20. A reading of the enquiry report also shows that the respondent herein was not furnished with the required documents. The Department's witnesses were not examined in his presence. Though the respondent who was the writ petitioner specifically stated so in the affidavit before the High Court in the writ proceedings, those averments were specifically controverted in the reply-affidavit filed by the Department. Mere denial for the sake of denial is not an answer to the specific allegations made in the affidavit. Likewise, there is no evidence to show that after submission of the report by the enquiry officer to the disciplinary authority, the respondent herein was furnished with the copy of the said report along with all the relied upon documents. When all these infirmities were specifically pleaded and brought to the notice of the appellate authority (i.e. Forest Conservator), he rejected the same but has not pointed out the relevant materials from the records of the enquiry officer and disciplinary authority to support his decision. Hence, the appellate authority has also committed an error in dismissing the appeal of the respondent."
6. After going through the aforesaid judgment and the resolution/standing order of the Respondent Board to supply the enquiry report asking for a show cause before imposing penalty; and the same has not been denied by the Respondents, the case of the petitioner needs interference.
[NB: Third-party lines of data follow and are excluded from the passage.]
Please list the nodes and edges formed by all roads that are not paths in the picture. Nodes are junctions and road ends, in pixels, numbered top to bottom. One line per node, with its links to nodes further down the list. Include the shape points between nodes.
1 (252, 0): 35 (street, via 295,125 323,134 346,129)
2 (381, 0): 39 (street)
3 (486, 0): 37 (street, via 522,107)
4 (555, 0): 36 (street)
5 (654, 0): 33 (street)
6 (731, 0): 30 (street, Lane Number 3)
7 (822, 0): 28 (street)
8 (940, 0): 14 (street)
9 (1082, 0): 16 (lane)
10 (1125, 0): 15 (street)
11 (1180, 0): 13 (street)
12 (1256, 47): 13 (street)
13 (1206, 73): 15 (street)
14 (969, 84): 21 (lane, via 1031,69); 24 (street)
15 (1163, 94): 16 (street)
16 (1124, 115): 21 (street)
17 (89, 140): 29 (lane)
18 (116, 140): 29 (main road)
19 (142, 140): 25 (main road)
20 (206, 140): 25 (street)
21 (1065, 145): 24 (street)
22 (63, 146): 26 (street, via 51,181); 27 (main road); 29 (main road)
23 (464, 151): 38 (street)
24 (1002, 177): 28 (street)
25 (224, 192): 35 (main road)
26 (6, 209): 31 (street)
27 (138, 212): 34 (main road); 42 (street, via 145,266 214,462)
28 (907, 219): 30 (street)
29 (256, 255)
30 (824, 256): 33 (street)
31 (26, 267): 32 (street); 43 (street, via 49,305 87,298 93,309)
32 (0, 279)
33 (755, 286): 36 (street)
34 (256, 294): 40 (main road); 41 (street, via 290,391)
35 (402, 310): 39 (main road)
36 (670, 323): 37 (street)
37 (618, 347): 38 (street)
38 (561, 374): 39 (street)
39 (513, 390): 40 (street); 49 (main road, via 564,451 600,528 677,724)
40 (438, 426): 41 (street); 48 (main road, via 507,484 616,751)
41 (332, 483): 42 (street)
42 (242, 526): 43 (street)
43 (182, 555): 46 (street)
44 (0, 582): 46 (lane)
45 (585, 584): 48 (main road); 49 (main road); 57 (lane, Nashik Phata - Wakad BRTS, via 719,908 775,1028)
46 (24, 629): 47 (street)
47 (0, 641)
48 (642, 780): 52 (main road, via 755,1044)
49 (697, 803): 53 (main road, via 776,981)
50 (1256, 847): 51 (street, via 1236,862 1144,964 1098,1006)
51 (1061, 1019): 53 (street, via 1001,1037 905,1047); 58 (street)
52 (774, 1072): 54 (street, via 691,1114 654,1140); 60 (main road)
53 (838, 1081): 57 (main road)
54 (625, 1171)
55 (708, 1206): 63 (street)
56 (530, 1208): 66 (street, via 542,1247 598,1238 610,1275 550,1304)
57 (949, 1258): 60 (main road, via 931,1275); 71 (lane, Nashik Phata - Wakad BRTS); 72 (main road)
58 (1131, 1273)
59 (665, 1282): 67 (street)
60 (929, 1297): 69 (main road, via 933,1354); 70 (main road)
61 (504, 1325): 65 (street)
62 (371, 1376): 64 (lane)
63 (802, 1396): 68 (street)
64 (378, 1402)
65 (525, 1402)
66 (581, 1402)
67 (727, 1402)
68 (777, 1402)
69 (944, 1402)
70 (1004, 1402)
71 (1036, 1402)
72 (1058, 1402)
7. In view of the aforesaid finding the impugned order as contained in Memo No. 2620 dated 09.6.2008 (Annexure
4) deserves to be quashed. Consequently, the same is quashed and set aside. The Respondents are at liberty to proceed afresh from the stage of serving of show-cause notice; if the law permits, and pass a fresh order within a period of four months from the date of receipt/production of copy of this order.
8. With the aforesaid directions, the instant application is stands allowed and disposed of.
(Deepak Roshan, J.)
Jharkhand High Court, Ranchi Dated 28th January, 2021 s.m./N.A.F.R.